Paragon bellowed and thrust and parried with a staff that found only air. From the moment the first grapples were thrown, victory was an undreamt dream. Paragon’s decks soaked up the blood of the dying and the ship roared with the impact of the losses. Worse was the sound that reached Brashen’s ears with the relentless whistling of a wind in the rigging. Vivacia cried out in words both human and alien as she urged the pirates on. Almost he was glad Althea had perished before she had heard her own ship turn against them.

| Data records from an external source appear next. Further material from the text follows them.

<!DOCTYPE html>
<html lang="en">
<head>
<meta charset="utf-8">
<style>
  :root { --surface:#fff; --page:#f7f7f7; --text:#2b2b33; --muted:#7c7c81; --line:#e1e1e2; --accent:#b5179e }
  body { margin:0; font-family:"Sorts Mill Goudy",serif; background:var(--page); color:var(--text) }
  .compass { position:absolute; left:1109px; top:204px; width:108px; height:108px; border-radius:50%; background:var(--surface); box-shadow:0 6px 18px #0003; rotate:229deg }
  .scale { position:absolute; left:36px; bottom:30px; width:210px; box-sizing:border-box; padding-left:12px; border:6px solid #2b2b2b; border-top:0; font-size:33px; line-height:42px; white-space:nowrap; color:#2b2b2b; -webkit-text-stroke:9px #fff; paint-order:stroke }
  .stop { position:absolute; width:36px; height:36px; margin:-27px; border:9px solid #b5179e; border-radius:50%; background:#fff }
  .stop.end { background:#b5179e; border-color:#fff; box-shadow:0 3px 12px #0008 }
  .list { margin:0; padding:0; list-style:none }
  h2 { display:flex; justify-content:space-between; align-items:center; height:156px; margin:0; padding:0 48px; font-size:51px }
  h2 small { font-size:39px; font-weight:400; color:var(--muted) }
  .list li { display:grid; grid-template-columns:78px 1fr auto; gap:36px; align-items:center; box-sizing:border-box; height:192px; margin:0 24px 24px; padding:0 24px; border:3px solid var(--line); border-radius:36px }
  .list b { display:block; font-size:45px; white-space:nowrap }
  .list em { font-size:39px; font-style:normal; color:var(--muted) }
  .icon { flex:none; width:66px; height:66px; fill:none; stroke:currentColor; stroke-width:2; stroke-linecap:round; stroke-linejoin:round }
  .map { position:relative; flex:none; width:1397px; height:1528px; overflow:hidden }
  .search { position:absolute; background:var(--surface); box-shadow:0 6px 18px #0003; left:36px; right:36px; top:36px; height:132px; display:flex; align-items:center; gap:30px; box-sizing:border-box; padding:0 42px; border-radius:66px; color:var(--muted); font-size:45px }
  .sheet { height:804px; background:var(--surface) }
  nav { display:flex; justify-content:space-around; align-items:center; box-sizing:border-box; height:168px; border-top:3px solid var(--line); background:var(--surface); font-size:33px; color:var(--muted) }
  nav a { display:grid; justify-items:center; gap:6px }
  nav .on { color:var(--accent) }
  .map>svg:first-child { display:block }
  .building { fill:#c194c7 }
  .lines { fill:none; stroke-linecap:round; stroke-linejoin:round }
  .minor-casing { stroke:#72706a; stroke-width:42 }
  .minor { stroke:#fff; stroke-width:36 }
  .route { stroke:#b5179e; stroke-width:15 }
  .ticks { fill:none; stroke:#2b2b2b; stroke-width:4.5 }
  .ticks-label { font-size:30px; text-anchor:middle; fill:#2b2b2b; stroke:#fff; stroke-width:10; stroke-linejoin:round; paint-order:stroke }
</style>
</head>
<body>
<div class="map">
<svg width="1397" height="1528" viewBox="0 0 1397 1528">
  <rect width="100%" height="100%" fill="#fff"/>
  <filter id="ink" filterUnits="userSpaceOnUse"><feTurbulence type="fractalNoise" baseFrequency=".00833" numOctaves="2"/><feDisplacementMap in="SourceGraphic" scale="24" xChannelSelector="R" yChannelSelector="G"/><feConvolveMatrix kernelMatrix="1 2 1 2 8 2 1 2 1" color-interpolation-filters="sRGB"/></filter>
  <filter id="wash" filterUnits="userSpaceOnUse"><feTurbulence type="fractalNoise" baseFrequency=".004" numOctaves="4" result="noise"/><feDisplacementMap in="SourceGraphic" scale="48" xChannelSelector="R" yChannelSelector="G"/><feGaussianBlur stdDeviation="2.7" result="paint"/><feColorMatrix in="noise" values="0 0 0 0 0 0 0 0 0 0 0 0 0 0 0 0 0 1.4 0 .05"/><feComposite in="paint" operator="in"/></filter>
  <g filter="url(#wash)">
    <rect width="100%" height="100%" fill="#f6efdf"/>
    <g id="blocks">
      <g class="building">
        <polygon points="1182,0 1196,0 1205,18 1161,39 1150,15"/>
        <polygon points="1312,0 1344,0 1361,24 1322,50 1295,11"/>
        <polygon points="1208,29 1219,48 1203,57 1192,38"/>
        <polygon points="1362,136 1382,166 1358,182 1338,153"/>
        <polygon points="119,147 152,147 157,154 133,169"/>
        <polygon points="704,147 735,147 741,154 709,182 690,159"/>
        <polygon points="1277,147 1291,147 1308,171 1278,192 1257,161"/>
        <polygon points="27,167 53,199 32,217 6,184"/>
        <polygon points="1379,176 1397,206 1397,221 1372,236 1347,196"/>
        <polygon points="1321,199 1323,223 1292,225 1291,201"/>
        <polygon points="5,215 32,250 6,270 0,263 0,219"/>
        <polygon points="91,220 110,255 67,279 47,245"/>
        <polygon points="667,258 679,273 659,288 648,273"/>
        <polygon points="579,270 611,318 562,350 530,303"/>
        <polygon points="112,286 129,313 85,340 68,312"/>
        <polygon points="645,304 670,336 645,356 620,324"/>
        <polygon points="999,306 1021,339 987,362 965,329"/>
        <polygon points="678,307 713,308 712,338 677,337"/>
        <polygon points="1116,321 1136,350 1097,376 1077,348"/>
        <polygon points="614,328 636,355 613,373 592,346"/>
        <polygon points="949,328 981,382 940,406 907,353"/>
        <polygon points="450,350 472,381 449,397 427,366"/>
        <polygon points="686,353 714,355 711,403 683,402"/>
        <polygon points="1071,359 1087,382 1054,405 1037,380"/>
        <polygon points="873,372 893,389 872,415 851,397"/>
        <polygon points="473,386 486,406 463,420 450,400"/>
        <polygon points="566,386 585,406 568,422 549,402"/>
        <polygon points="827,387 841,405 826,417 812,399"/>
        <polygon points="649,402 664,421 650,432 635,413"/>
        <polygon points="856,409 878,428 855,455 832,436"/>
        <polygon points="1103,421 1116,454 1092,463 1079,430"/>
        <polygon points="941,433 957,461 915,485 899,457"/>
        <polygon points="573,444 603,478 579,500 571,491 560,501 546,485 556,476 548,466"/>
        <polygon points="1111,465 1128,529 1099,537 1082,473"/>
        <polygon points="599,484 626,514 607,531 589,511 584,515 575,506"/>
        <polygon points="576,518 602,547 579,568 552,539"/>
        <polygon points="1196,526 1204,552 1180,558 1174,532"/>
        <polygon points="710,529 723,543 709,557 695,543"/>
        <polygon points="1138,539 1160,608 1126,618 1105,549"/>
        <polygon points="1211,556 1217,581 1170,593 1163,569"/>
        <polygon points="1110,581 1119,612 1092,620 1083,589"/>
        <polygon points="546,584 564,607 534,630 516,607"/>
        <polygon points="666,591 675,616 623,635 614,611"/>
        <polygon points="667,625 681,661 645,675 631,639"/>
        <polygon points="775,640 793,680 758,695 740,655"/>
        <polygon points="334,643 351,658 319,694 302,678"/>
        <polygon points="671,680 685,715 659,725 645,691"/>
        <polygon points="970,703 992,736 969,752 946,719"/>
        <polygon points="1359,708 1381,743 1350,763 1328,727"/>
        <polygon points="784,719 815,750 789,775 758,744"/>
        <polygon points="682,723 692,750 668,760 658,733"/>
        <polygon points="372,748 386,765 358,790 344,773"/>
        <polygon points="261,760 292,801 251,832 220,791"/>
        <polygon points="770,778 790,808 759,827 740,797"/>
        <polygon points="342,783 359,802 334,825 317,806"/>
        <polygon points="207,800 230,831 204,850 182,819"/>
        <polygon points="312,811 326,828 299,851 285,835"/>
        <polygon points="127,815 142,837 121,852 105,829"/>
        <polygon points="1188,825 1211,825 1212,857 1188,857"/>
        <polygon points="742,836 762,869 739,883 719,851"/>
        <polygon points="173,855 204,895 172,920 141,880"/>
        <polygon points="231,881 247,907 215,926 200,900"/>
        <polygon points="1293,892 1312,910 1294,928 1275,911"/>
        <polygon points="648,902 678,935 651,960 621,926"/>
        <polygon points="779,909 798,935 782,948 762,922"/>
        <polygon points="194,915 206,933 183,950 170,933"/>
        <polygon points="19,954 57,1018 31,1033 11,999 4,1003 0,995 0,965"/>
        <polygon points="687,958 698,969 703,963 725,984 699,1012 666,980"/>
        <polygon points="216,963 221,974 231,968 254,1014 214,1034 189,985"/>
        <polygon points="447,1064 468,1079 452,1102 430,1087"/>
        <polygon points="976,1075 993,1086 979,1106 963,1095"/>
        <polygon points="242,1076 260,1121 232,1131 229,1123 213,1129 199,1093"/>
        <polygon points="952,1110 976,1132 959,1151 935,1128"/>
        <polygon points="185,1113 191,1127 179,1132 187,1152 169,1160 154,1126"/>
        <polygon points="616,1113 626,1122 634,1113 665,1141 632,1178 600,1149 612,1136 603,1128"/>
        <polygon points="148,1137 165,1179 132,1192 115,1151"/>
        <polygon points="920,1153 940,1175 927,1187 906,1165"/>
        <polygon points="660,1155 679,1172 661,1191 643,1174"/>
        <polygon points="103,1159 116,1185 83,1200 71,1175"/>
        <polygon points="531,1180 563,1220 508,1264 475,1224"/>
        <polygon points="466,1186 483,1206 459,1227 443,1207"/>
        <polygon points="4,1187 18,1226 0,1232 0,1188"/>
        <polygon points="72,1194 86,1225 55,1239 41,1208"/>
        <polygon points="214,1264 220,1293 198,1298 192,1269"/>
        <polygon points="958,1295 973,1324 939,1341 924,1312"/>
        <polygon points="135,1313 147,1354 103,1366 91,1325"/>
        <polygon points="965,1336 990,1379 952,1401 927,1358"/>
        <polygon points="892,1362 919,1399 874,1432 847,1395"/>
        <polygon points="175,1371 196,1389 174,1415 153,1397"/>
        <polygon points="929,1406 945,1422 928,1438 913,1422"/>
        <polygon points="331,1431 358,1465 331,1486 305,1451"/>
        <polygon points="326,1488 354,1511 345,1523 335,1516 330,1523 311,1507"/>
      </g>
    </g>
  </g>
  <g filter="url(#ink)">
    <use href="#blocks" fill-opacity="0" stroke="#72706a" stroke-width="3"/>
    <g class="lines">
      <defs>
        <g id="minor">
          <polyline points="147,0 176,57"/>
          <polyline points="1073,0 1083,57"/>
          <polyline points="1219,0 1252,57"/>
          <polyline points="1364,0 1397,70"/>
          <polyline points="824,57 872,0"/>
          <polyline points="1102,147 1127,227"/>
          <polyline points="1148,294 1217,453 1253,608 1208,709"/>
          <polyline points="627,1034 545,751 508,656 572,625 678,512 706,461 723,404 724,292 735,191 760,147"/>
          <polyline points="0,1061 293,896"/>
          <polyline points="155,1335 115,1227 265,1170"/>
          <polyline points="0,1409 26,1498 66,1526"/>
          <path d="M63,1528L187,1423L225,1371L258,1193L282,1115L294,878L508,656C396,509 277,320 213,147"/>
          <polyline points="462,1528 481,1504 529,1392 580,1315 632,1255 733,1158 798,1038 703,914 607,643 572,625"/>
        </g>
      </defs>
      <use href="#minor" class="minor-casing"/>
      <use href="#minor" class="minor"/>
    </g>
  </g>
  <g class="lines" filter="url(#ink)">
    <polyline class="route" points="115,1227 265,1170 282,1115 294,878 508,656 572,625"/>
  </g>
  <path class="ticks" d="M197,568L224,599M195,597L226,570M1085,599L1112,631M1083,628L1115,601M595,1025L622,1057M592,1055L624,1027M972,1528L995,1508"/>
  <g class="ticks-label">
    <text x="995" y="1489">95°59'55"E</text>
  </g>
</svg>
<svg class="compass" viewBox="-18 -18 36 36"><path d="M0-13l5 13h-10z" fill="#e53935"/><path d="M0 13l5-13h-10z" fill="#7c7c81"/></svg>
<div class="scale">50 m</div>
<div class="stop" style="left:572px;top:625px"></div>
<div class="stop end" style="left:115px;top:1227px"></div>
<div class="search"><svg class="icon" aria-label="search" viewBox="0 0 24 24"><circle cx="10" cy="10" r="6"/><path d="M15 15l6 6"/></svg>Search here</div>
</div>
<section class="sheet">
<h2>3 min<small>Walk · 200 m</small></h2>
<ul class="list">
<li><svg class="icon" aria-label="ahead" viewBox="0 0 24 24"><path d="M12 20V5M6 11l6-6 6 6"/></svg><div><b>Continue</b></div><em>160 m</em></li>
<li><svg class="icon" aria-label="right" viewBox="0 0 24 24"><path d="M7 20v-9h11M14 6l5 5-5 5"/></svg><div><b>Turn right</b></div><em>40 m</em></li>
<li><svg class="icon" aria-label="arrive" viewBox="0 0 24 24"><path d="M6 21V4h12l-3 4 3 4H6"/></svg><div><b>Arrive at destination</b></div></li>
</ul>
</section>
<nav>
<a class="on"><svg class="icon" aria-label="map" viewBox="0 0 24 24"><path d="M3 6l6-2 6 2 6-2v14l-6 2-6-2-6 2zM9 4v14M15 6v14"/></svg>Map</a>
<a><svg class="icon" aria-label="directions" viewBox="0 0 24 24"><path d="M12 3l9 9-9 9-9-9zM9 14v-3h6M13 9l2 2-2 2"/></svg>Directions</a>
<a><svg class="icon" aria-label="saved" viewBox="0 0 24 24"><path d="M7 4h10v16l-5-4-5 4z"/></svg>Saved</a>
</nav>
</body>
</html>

His crew fought bravely and uselessly. They were outnumbered, inexperienced, and some were injured. Young Clef remained at his side, a short blade in his good hand, throughout the heartbreakingly brief struggle. As the wave of boarders engulfed them, Brashen killed a man, and then another, and Clef took out a third by hamstringing him but got a nasty slash down his ribs for his bravery. More pirates simply stepped over the bodies of their comrades, blades at the ready. Brashen grabbed the boy’s collar with his free hand, and jerked him back behind him. Together they retreated through the disorder, fighting only to stay alive, and managed to gain the foredeck. Brashen looked down at a deck fouled with downed men. The pirates were in clear command of the carnage; his own men were reduced to defending themselves or scurrying like chased rats through the rigging as laughing freebooters hunted them down. Brashen had thought to call out commands to re-form his fighters, but a single glance showed him no strategy could save them now. It was not battle, but slaughter.
‘I’m sorry,’ he said to the bleeding boy at his side. ‘I should never have let you come with me.’ He raised his voice. ‘And I’m sorry, Paragon. To bring you so far and raise such hopes in us both, only to end like this. I’ve failed you both. I’ve failed us all.’